Ariock had wondered why Evenjos was such a proponent of elitism.
Now he understood. He imagined long-ago Yeresunsa accidentally tearing apart their ordinary lovers. He could see a husband electrocuting his wife during sex. Or a boyfriend causing his girlfriend to float and then plummet to her death. Or connecting to the very air and crushing her delicate body. There would be wives with missing limbs, because their husbands were too powerful.
He had to be on guard around Vy. Always gentle. Always aware of what he might do by accident. And apparently, there was no cure for that problem.
“But you love her.” Evenjos smiled. “I am sure you are extremely cautious at all times around her, because you are cognizant of how breakable she is.”
Ariock swallowed. Although Vy was tall for a human woman, she was undeniably small and fragile when compared to him.

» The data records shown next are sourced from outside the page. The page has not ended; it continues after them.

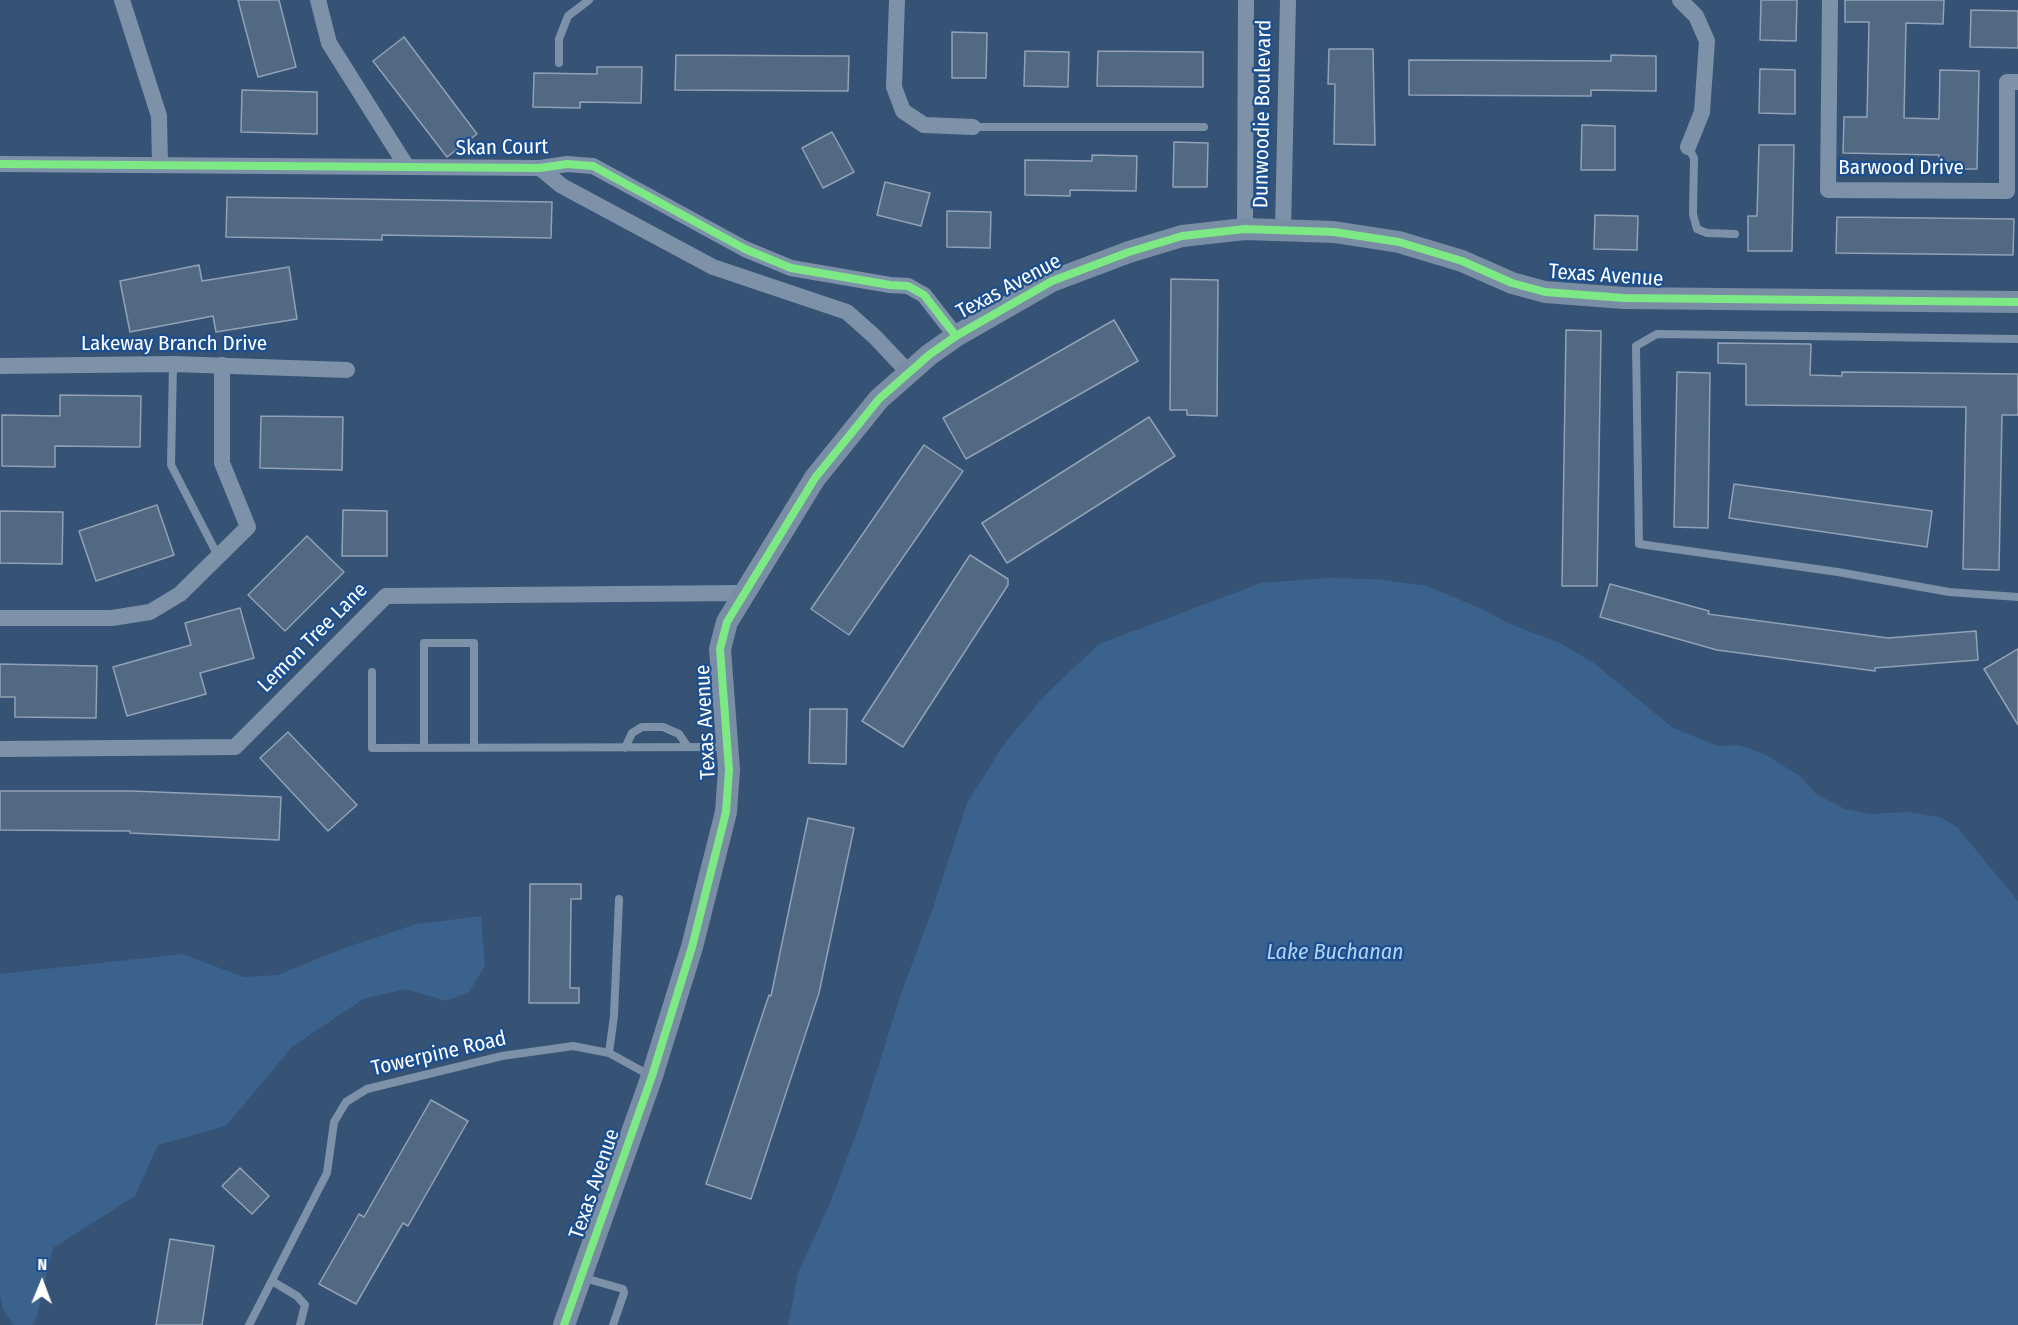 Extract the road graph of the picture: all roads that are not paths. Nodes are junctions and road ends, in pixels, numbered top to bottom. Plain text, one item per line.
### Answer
1 (122, 0) edge
2 (318, 0) edge
3 (589, 0) edge
4 (897, 0) edge
5 (1246, 0) edge
6 (1288, 0) edge
7 (1680, 0) edge
8 (1830, 0) edge
9 (559, 63) dead end
10 (2018, 82) edge
11 (973, 127) joint
12 (1204, 127) dead end
13 (1688, 147) joint
14 (0, 164) edge
15 (160, 165) junction
16 (407, 167) junction
17 (540, 168) junction
18 (1245, 228) junction
19 (1283, 229) junction
20 (1735, 234) dead end
21 (2018, 302) edge
22 (956, 336) junction
23 (2018, 339) edge
24 (172, 364) junction
25 (222, 365) junction
26 (0, 366) edge
27 (347, 370) dead end
28 (909, 373) junction
29 (218, 556) junction
30 (745, 593) junction
31 (2018, 597) edge
32 (0, 618) edge
33 (372, 672) dead end
34 (424, 747) junction
35 (474, 747) junction
36 (688, 747) junction
37 (727, 747) junction
38 (625, 748) junction
39 (0, 749) edge
40 (619, 899) dead end
41 (609, 1053) junction
42 (652, 1076) junction
43 (581, 1277) junction
44 (272, 1281) junction
45 (249, 1325) edge
46 (300, 1325) edge
47 (564, 1325) edge
48 (612, 1325) edge

1 - 15 street
2 - 16 street
3 - 9 lane
4 - 11 street
5 - 18 street, Dunwoodie Boulevard
6 - 19 street, Dunwoodie Boulevard
7 - 13 street
8 - 10 street, Barwood Drive
11 - 12 lane
13 - 20 lane
14 - 15 street, Skan Court
15 - 16 street, Skan Court
16 - 17 street, Skan Court
17 - 22 street, Skan Court
17 - 28 street, Skan Court
18 - 19 street, Texas Avenue
18 - 22 street, Texas Avenue
19 - 21 street, Texas Avenue
22 - 28 street, Texas Avenue
23 - 31 lane
24 - 25 street, Lakeway Branch Drive
24 - 26 street, Lakeway Branch Drive
24 - 29 lane
25 - 27 street, Lakeway Branch Drive
25 - 29 street
28 - 30 street, Texas Avenue
29 - 32 street
30 - 37 street, Texas Avenue
30 - 39 street, Lemon Tree Lane
33 - 34 lane
34 - 35 lane
34 - 35 lane
35 - 38 lane
36 - 37 lane
36 - 38 lane
36 - 38 lane
37 - 42 street, Texas Avenue
40 - 41 lane
41 - 42 lane, Towerpine Road
41 - 44 lane, Towerpine Road
42 - 43 street, Texas Avenue
43 - 47 street, Texas Avenue
43 - 48 lane
44 - 45 lane, Towerpine Road
44 - 46 lane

Their difference in mass was like that of different species.
Maybe it was stupid to try so hard to downplay the differences?
Maybe he ought to be even more careful with Vy.

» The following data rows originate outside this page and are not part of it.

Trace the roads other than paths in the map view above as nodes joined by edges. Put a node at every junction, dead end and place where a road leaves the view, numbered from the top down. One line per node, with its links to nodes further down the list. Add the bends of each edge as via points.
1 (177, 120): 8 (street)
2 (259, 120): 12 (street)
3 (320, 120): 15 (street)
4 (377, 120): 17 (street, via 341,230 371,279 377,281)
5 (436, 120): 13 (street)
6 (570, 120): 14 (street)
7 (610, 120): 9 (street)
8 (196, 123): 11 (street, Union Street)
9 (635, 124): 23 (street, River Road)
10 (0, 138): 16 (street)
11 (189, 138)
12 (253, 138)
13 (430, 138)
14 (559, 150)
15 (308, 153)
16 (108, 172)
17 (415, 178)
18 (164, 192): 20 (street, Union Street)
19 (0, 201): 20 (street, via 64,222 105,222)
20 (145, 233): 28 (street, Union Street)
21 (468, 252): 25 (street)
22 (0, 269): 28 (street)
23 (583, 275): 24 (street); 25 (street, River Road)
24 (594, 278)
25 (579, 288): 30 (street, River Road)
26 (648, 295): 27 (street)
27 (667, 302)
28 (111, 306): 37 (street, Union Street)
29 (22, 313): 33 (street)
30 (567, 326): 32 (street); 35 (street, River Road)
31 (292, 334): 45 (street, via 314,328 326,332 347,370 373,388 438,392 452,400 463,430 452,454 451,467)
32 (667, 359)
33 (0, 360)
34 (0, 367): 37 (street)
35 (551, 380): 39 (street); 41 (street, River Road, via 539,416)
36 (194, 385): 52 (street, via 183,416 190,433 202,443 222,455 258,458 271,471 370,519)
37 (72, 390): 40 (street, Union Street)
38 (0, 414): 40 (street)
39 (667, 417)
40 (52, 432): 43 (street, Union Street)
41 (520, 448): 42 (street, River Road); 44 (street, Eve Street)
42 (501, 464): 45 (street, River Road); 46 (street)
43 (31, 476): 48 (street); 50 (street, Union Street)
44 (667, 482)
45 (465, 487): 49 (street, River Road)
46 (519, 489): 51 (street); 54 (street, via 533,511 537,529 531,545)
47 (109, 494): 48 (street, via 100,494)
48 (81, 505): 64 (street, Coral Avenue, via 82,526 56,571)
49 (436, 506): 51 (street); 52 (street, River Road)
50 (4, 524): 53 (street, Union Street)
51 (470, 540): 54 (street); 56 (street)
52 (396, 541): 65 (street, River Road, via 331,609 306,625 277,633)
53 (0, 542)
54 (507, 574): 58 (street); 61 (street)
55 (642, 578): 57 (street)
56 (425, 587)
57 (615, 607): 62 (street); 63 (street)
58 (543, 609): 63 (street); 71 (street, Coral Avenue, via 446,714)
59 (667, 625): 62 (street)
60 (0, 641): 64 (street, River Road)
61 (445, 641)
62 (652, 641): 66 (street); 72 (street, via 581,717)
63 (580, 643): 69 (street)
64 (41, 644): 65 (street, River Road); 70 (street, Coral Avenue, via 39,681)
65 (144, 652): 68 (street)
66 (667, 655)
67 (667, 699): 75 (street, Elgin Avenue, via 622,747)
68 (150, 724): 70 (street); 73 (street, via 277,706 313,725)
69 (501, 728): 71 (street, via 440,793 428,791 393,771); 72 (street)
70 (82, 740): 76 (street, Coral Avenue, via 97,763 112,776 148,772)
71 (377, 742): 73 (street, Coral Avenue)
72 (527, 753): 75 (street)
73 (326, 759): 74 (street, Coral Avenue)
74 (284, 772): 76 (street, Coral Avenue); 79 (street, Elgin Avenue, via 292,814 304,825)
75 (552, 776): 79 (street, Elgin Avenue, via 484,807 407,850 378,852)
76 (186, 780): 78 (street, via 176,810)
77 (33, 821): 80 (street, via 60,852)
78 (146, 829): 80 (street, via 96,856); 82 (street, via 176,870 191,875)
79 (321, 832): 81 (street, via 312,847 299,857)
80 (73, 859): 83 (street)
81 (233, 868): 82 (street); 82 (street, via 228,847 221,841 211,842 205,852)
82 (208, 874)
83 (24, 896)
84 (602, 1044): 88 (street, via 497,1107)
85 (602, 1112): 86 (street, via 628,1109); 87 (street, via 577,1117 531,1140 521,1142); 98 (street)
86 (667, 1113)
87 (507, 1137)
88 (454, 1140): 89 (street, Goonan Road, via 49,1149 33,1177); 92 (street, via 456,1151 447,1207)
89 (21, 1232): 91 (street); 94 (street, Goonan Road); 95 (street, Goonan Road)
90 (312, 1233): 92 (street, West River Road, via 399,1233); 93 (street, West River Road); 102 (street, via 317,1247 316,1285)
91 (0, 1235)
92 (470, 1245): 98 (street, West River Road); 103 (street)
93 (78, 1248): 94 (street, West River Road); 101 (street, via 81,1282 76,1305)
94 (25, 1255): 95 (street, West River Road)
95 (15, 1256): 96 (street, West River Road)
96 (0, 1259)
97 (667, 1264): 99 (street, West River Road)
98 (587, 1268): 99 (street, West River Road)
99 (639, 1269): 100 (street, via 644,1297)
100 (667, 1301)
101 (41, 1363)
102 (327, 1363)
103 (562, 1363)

Or reconsider spending so much time with her?
Even Torth Servants of All were ultra careful, weren’t they? Torth military ranks owned fewer slaves and avoided civilized society.
And the Torth Empire had outlawed sharp emotions. That was an obvious way to avoid triggering Yeresunsa powers.
What about Garrett? Hadn’t his human wife died when he was in his early thirties? Garrett had never remarried. He had fled from his family on Earth. Perhaps that had more to do with fear of his own power than fear of the Torth Empire?
“Your heart has led you in a strange direction, Ariock Dovanack.” Evenjos caressed his arm with a light, sympathetic touch. “But I respect your choice.” She smiled ruefully. “I only beg you to remember that—when we are saving the universe together—I am unbreakable.”
She stole a kiss on his cheek.
Then she disintegrated into the wind that swept down off the mountains. Her sparkling particles billowed along a cliff and towards the ocean.
Ariock watched Evenjos coalesce in the sky, taking the form of the phoenix bird, carefree and … well, completely impossible to break or hurt by accident.
Clouds formed in a harsh wind overhead, reflecting his inner worries. He tried to put the conversation out of his mind.
He had to stand on the cliff for a long time before he felt ready to rejoin the war council.